The good news is that the avalanche of taxpayer-funded domino ads about how smart the B.C. government is will come to an end soon. The bad news is that there’s another phase starting up.

The good news is that the avalanche of taxpayer-funded domino ads about how smart the B.C. government is will come to an end soon.

The bad news is that there’s another phase starting up.

Opposition leader Adrian Dix opened the first question period in more than eight months on Wednesday by teeing off on the advertising push.

It’s an old issue, because the multi-million-dollar campaign has been running for ages.

But he had some new ammunition — a leak from the B.C. Liberal caucus in the form of a strategic outline of the advertising master plan. You can tell it’s a (formerly) secret document because it acknowledges something quite frankly — “the campaign has helped decrease the credibility gap the government had.”

The advertising wizards also congratulated themselves that the first phase of the blitz “has helped decrease the knowledge gap around the government’s record.”

It did that by hammering relentlessly on the theme that every government in the world is wrestling with horrible economic problems and only the B.C. government (that shiny white domino that never falls over) is holding steady.

There can’t be an adult media consumer in the province who hasn’t viewed the ad a hundred times by now. It’s probably driven more people to buy PVRs with skip functions than any other single factor.

Elsewhere, the outline advises the Liberal caucus: “All parts of the campaign work together and drive one another.

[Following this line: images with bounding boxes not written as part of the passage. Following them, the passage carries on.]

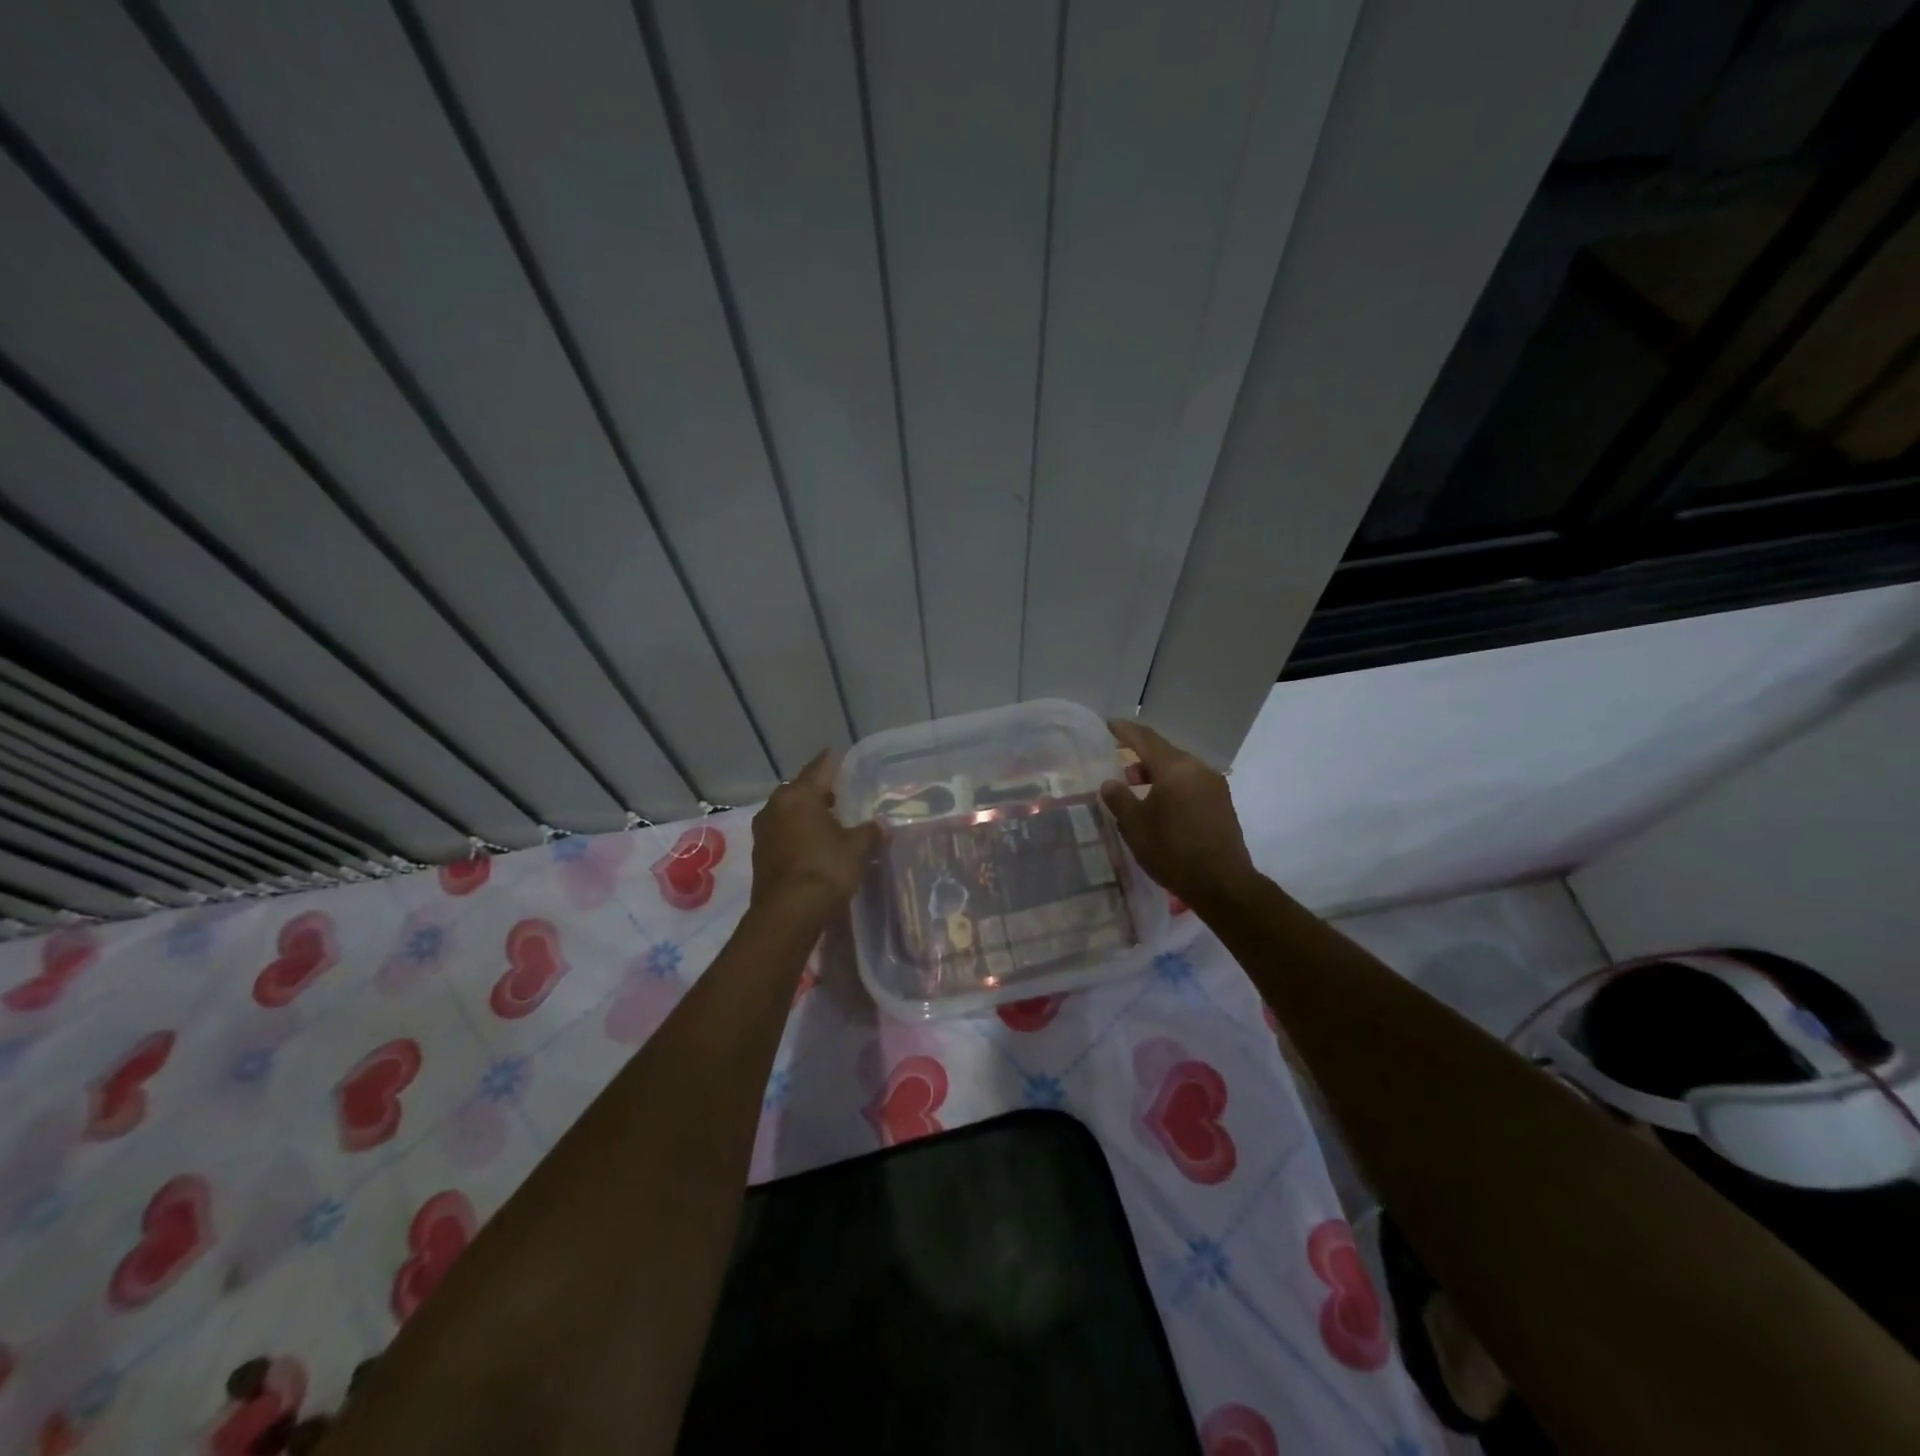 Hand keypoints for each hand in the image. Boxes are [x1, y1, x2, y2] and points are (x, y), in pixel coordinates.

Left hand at [749, 750, 880, 923]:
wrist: (788, 915)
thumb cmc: (825, 870)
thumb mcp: (858, 848)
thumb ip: (870, 831)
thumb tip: (881, 824)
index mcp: (798, 795)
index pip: (820, 767)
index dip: (834, 760)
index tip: (843, 755)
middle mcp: (775, 806)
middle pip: (801, 789)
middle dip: (820, 791)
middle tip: (842, 793)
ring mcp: (764, 831)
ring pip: (790, 812)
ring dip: (807, 814)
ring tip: (831, 820)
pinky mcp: (761, 854)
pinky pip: (784, 833)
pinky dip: (799, 833)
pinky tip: (815, 843)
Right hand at [1100, 720, 1256, 909]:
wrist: (1223, 884)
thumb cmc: (1173, 851)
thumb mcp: (1135, 826)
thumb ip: (1119, 799)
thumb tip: (1110, 782)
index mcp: (1175, 768)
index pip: (1145, 739)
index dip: (1125, 731)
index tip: (1109, 725)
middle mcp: (1198, 769)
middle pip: (1164, 753)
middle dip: (1139, 758)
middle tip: (1118, 771)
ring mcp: (1214, 786)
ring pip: (1179, 770)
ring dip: (1156, 775)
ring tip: (1136, 793)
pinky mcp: (1222, 804)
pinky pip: (1191, 784)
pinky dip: (1172, 787)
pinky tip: (1160, 807) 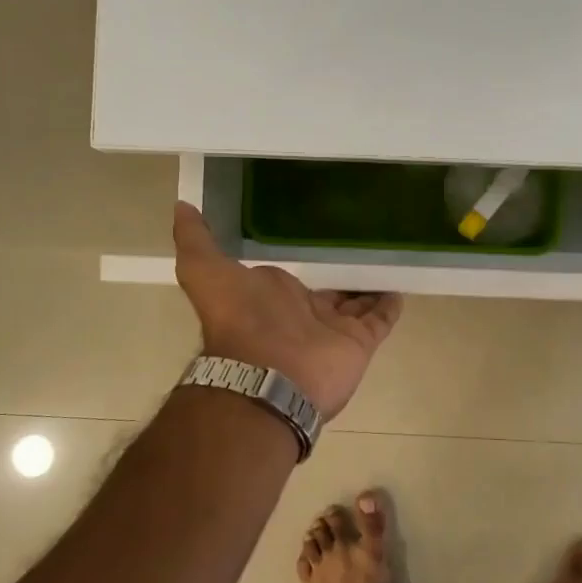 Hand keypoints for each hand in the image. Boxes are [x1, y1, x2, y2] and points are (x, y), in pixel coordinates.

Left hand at [173, 202, 402, 418]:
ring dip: (369, 287)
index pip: (295, 279)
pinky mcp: (359, 342)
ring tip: (388, 259)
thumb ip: (195, 241)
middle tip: (364, 245)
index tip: (321, 239)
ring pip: (356, 304)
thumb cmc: (240, 320)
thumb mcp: (204, 272)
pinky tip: (400, 285)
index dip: (307, 263)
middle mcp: (304, 314)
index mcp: (273, 298)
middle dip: (343, 276)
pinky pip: (380, 320)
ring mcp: (334, 329)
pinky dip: (390, 305)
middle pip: (329, 292)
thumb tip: (181, 206)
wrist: (268, 376)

No one ad works alone and no piece of creative operates outside a media-buying and targeting strategy.”

That was definitely written by a salesperson who is reassuring a client halfway through a campaign that is worth millions.

According to the master plan, the idea is to “overcome the knowledge gap and build pride and emotion for B.C.’s economic record.” That equals “confidence, pride, security, new investment and more jobs. Our plan is working.”

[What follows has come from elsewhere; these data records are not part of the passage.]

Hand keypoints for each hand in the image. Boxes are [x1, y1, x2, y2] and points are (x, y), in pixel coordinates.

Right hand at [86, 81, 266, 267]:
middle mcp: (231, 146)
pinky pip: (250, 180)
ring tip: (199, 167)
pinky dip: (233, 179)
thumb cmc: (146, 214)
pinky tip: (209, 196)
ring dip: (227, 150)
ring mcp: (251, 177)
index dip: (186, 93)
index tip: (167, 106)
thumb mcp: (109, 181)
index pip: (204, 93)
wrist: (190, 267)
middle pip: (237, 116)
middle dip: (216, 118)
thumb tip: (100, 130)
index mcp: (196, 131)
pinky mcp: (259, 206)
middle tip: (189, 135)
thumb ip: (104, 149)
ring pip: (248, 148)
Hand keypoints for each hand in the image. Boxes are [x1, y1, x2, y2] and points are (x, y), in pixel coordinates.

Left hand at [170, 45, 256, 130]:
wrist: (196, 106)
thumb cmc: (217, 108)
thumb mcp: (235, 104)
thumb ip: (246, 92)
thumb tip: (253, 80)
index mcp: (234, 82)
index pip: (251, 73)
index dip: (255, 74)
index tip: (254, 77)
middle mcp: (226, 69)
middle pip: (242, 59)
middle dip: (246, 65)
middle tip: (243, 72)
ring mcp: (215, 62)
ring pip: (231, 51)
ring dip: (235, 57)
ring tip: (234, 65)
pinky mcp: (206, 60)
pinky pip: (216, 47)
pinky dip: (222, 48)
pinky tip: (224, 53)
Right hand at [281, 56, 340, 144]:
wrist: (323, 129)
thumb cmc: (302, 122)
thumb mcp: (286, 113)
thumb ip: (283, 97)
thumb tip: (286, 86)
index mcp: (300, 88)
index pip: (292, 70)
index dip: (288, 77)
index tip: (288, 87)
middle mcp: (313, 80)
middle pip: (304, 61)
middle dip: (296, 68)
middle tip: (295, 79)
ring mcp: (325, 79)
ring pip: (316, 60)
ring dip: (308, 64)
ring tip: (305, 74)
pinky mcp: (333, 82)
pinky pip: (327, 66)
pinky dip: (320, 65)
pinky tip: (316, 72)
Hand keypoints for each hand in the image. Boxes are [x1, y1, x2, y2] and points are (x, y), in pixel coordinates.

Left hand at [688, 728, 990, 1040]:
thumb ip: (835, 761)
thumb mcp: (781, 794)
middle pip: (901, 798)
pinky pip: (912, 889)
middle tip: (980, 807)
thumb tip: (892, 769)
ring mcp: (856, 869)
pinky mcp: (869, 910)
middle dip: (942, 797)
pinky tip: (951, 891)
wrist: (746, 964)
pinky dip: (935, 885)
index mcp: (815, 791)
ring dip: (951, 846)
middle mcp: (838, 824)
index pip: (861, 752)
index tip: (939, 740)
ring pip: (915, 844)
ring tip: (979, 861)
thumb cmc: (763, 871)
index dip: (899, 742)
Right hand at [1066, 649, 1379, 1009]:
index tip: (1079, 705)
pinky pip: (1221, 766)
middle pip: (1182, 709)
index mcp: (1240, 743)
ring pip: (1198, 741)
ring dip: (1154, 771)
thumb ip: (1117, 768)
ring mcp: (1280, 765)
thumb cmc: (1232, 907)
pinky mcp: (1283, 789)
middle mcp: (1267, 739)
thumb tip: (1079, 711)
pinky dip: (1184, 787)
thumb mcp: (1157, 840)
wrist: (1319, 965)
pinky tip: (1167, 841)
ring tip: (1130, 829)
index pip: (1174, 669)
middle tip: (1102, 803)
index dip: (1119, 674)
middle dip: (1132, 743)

Left unsaid, but patently obvious, is the working equation: Filled-in knowledge gap, plus pride and confidence, times a working plan equals a fourth B.C. Liberal term.

But they’re only part way through the equation, so there’s lots more money to be spent.

The post-budget push will involve an equally massive campaign that promotes “the values behind [a]balanced budget” and “promote specifics in the budget.”

There was a time when post-budget advertising was confined to strictly factual information campaigns about how the budget affects taxpayers. But this is not that time.

So brace yourself to have the following theme drummed into your head: “Our budget is important for household economics. It is what saves us all from economic risk. It is made for our future and all B.C. families. There are services important to British Columbians in the budget.”

The document outlines $12.7 million spent on producing ads and buying air time, although that’s by no means the extent of the total budget.

According to the schedule, Premier Christy Clark’s government has dropped $7.1 million by now. It has another $2.1 million earmarked for one post-budget ad, $2 million for a second post-budget ad and $1.5 million for a skills ad to do with the importance of job training.

Dix and his lead critics spent most of question period on the topic. Clark defended the skills-training spots and bypassed the partisan nature of most of the campaign. Liberals braced for the attack by bringing up the ad budgets of the last New Democrat governments in the 1990s, which were well above the Liberal range.

Dix denied having any spending authority over those lavish outlays. But he was chief of staff to the premier for several of those campaigns, so he doesn’t come to the topic with completely clean hands.

The Opposition’s manufactured outrage was also undercut by one of their own MLAs, Fraser-Nicola’s Harry Lali, who was caught twice recently making partisan attacks funded by his constituency allowance, meaning they were paid for by taxpayers. Lali, with 14 years’ experience as an MLA, claimed it was a mistake.

Dix last month committed to outlawing partisan government-funded advertising, and giving the auditor general power to can any such ads.

But we’re still several million dollars and one election away from seeing if that would ever come to pass.